The sound of a box file hitting the floor betrayed his position.

  Traynor said, “I thought I told you to go.”

  “And I thought you said you were after the Grey Books.”

  Louisa joined River as he lowered his hands. “Are they showing signs of coming in?” she asked.

  He hesitated. Then said, “There’s a room a few yards down the corridor. They’re in there at the moment. I imagine they’re planning their next move.”

  Which presumably involved all-out assault, thought Louisa. That or surrender, which didn’t seem likely. “Have they got guns?”

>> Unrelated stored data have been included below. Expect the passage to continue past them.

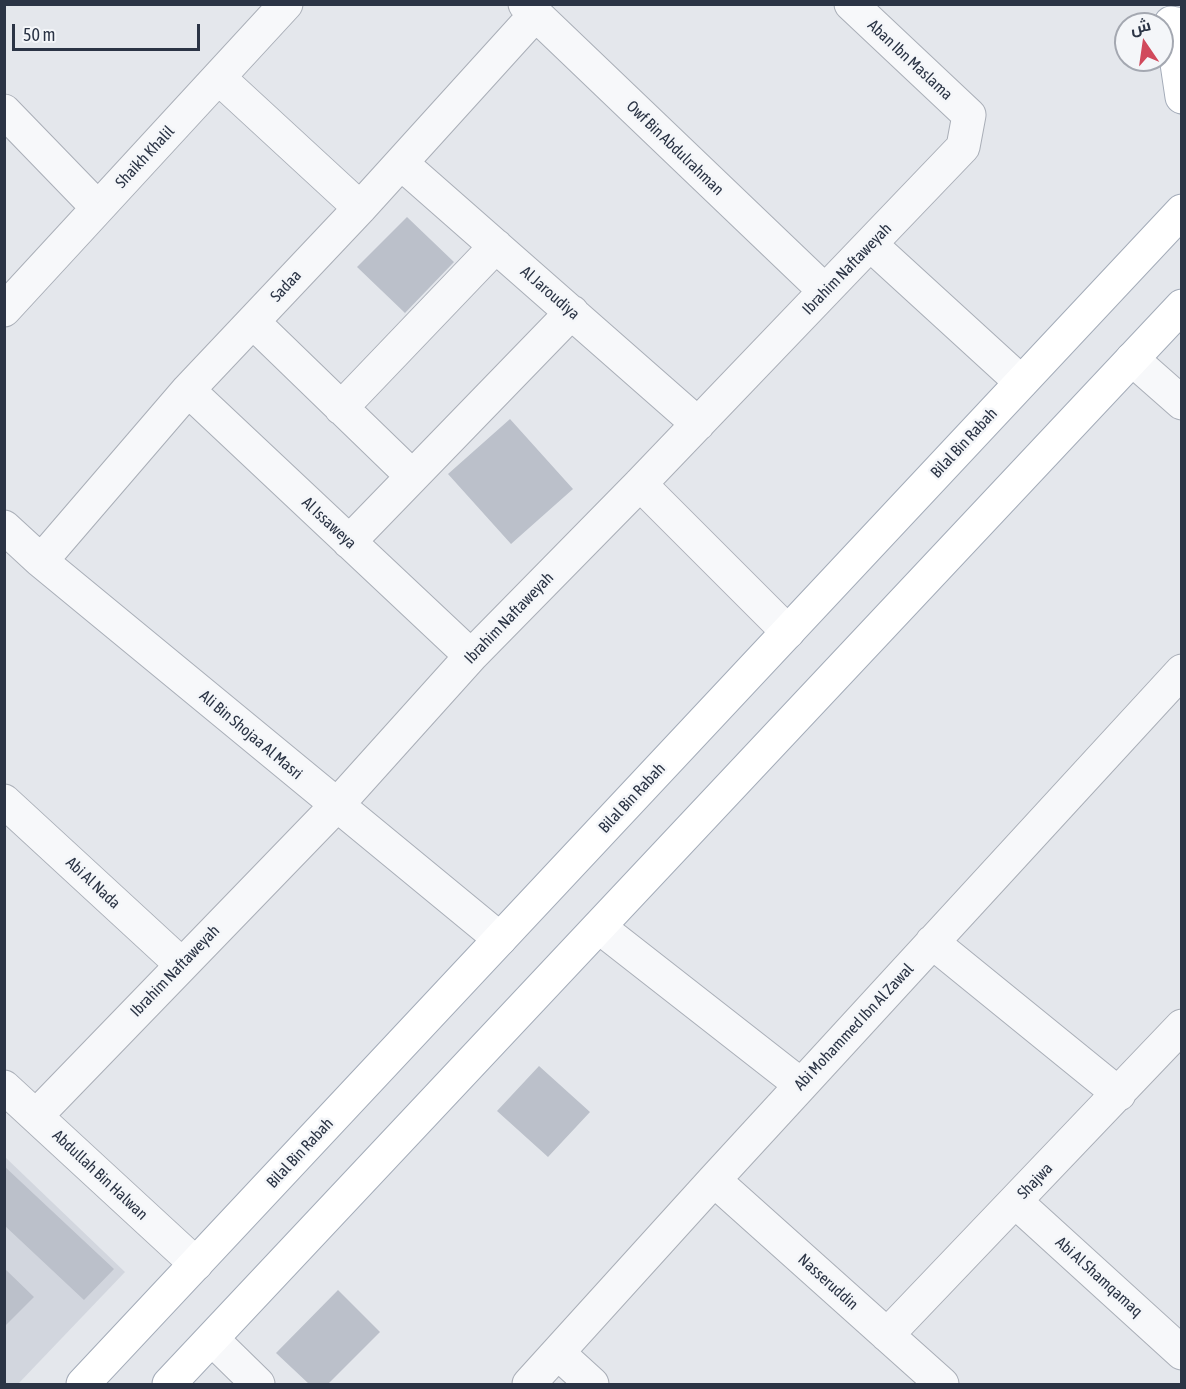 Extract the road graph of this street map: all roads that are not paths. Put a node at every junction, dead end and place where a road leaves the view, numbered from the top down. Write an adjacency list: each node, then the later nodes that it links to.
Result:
1 (286, 4): 5 (street, Shaikh Khalil)
2 (851, 4): 8 (street, Aban Ibn Maslama)
3 (530, 10): 9 (street, Sadaa); 15 (street, Owf Bin Abdulrahman)
4 (1174, 42): 6 (main road)
5 (219, 78): 10 (street, Shaikh Khalil); 11 (street)
6 (1182, 97)
7 (4, 111): 10 (street)
8 (969, 115): 13 (street, Ibrahim Naftaweyah)
9 (401, 163): 11 (street, Sadaa); 14 (street, Al Jaroudiya)
10 (98, 208): 17 (street, Shaikh Khalil)
11 (360, 208): 19 (street, Sadaa)
12 (1182, 211): 21 (main road, Bilal Bin Rabah)
13 (870, 244): 15 (street, Ibrahim Naftaweyah); 21 (street)
14 (496, 246): 18 (street, Al Jaroudiya); 24 (street)
15 (825, 291): 25 (street, Ibrahim Naftaweyah)
16 (1181, 308): 20 (main road)
17 (4, 310)
18 (572, 312): 25 (street, Al Jaroudiya); 26 (street)
19 (253, 322): 22 (street, Sadaa); 24 (street)
20 (1132, 359): 23 (street); 36 (main road)
21 (1021, 382): 31 (main road, Bilal Bin Rabah)
22 (188, 390): 29 (street, Al Issaweya); 30 (street, Sadaa)
23 (1182, 403)
24 (341, 408): 26 (street)
25 (698, 424): 27 (street, Ibrahim Naftaweyah)
26 (412, 476): 29 (street)
27 (640, 484): 31 (street); 32 (street, Ibrahim Naftaweyah)
28 (4, 527): 30 (street, Ali Bin Shojaa Al Masri)
29 (349, 542): 32 (street, Al Issaweya)
30 (41, 561): 35 (street, Ali Bin Shojaa Al Masri)
31 (788, 632): 37 (main road, Bilal Bin Rabah)
32 (471, 656): 35 (street, Ibrahim Naftaweyah)
33 (1182, 671): 38 (street, Abi Mohammed Ibn Al Zawal)
34 (4, 801): 39 (street, Abi Al Nada)
35 (336, 806): 37 (street, Ali Bin Shojaa Al Masri); 39 (street, Ibrahim Naftaweyah)
36 (599, 927): 41 (street); 49 (main road)
37 (500, 939): 47 (main road, Bilal Bin Rabah)
38 (932, 942): 41 (street, Abi Mohammed Ibn Al Zawal); 43 (street)
39 (181, 964): 44 (street, Ibrahim Naftaweyah)
40 (1176, 1044): 43 (street, Shajwa)
41 (801, 1085): 45 (street, Abi Mohammed Ibn Al Zawal)
42 (4, 1087): 44 (street, Abdullah Bin Halwan)
43 (1119, 1094): 46 (street, Shajwa)
44 (36, 1116): 47 (street, Abdullah Bin Halwan)
45 (714, 1180): 48 (street, Nasseruddin); 50 (street, Abi Mohammed Ibn Al Zawal)
46 (1016, 1202): 48 (street, Shajwa); 51 (street, Abi Al Shamqamaq)
47 (196, 1264): 52 (main road, Bilal Bin Rabah)
48 (887, 1335): 57 (street, Nasseruddin)
49 (212, 1339): 53 (main road); 54 (street)
50 (558, 1353): 55 (street, Abi Mohammed Ibn Al Zawal); 56 (street)
51 (1182, 1353)
52 (83, 1384)
53 (169, 1384)
54 (258, 1384)
55 (529, 1384)
56 (592, 1384)
57 (942, 1384)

  “Maybe one or two of them. They haven’t fired any yet.”

  Another box file hit the floor.

  River said, “If he’s going through them one by one, we might be here a while.”

  “We know what we’re doing.”

  “They won’t need guns. They can just wait for the hinges to rust off the doors.”

  Louisa moved down the aisle towards Traynor, and stopped when she reached the row where Donovan was. There was something incongruous about the scene: like watching Rocky play librarian. In his hands was a box file. Before she opened her mouth he’d dropped it and was reaching for the next one.

  She said, “I found your online musings.”

  “BigSeanD,” he said, without stopping what he was doing.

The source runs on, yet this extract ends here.